Kapı tıklatıldığında içeri giren Berkle göz göze geldim. Elimi tuttuğunda "Peri kızı gibi olmuşsun"sözlerini ondan duyduğumda gülümsedim. Beni hep mutlu eden oydu. Neden olmasındı. "Sende çok yakışıklı olmuşsun" dediğimde gözleri parıldadı. Ve çıkmadan önce bana sanki son kez görecekmişcesine alnıma bir buse kondurup sıkıca sarıldı.

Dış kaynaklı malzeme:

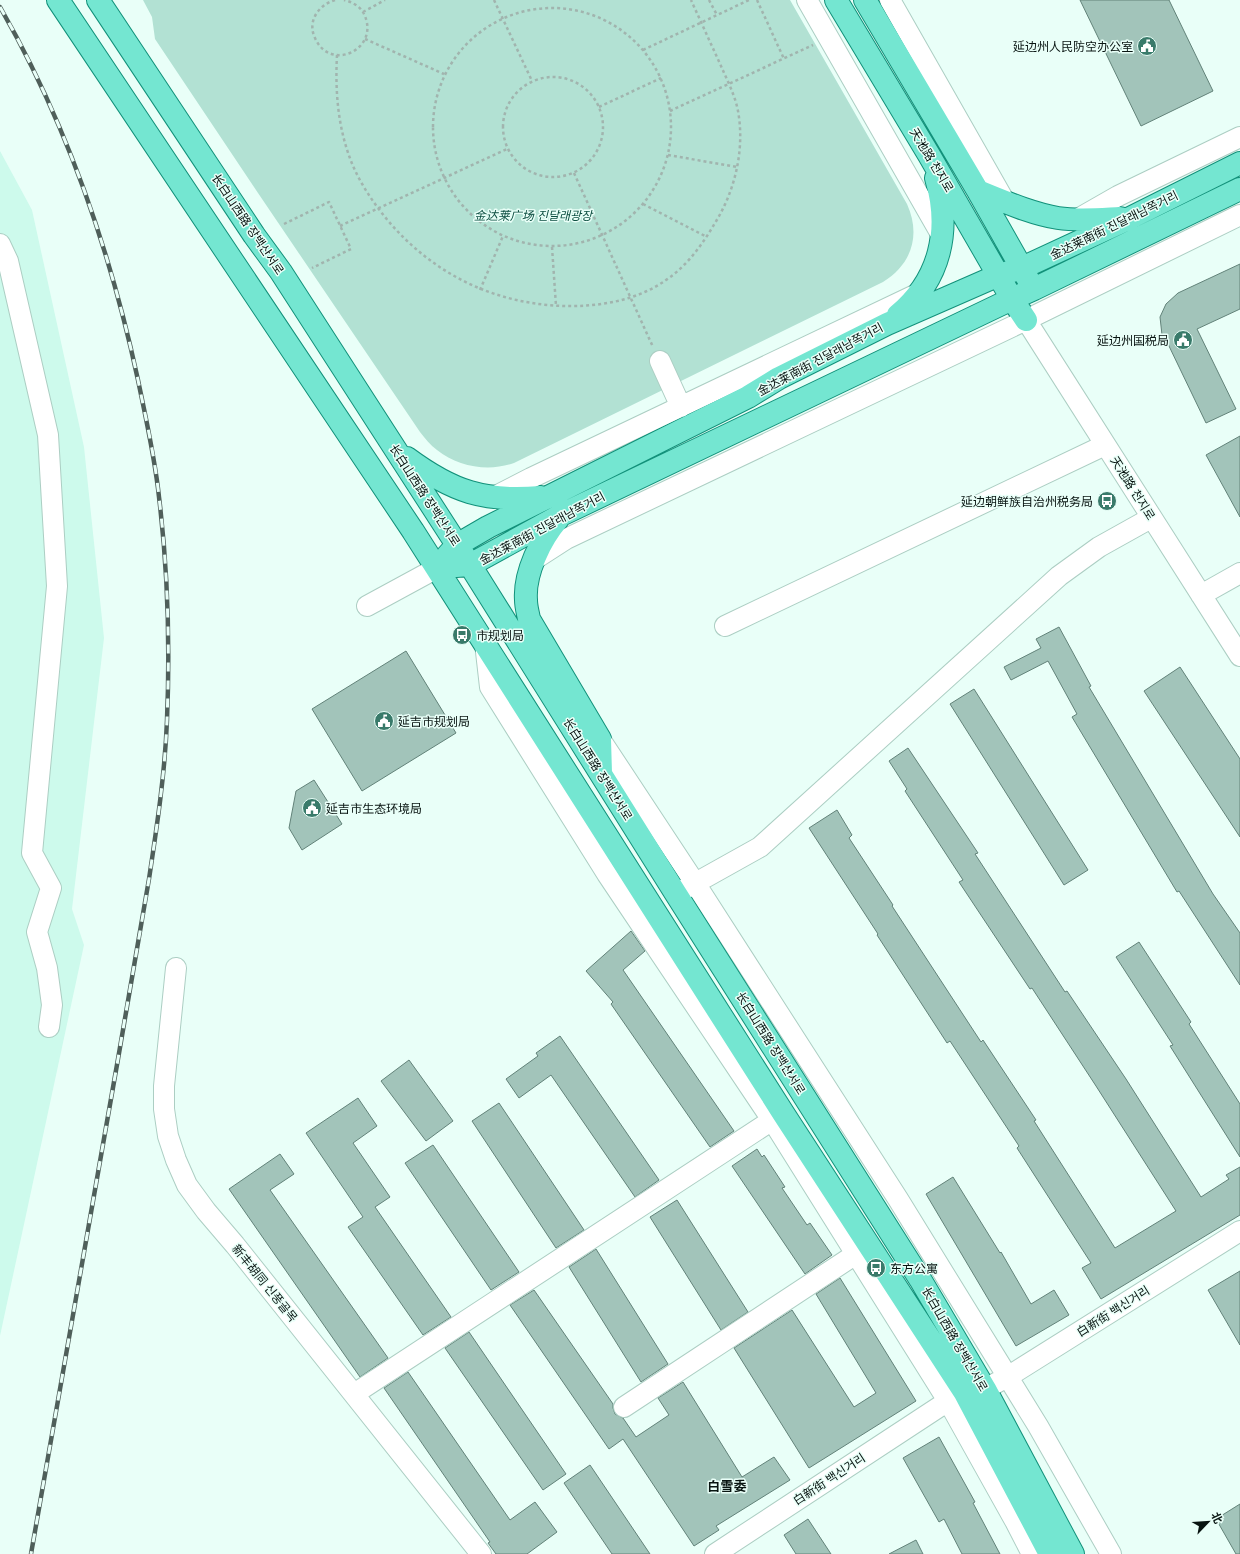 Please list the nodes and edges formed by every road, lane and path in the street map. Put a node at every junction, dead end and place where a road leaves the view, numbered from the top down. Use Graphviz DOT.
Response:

Elimi tutup aşağıya alkışlar eşliğinde indiğimizde herkes ayağa kalktı. Alkışlar eşliğinde kürsüye yaklaştığımızda Berk oturmama yardım edip kendide yerini aldığında anın gerçekliğiyle duygulandım. Gözlerim etrafta dolaşırken arkadaşımı görememenin hüznü içindeydim. Bu tavrımı Berkte fark etmiş elimi sıkarken nikah memuru klasik cümleleri okurken Berk yüksek sesle mikrofona "Evet" dediğinde alkışlar havada yankılanırken sıra bana gelmişti. Tam yüzümde gülümsemeyle cevap verecekken iki el silah sesi duyuldu salonda. Herkes kaçışırken eli silahlı adamlar kalabalığın bir yere hapsettiğinde iki iri cüsseli adam tam karşımızda durup bir kolumu tuttuğunda Berk sıkı bir yumruk savurup beni arkasına alırken maskeli adamlardan bir Berk'i tek hamlesiyle etkisiz hale getirip onu bayılttığında kolumdan sürüklenerek götürülmeye başladım.

Neydi tüm bu olanlar? Berk'e ne olmuştu. Allah'ım Berk derken arkama bakıp hala onu baygın öylece yatar halde gördüğümde "Berk! Ne olur kalk" diye bağırırken elimi tutan bu eli daha da çekiştirdim. Elinden tabiki de kurtulamamış daha çok tutuşun sertleşmesine neden olmuştum bu hareketimle sonunda binadan çıkıp arabaya bindiğimizde ağlamaktan önümü göremiyordum.

"Sizde kimsiniz? Bundan ne kar sağlamak amacınız ne olur bırakın beni." Dediğimde adamlar aralarında anlamadığım dilde bir şeyler mırıldanıp durdular. Bir saat sonunda kendimden geçip uyuyakaldığımda saçlarımda ki beni güvende hissettiren dokunuşları hissediyor gözlerimi açamıyordum.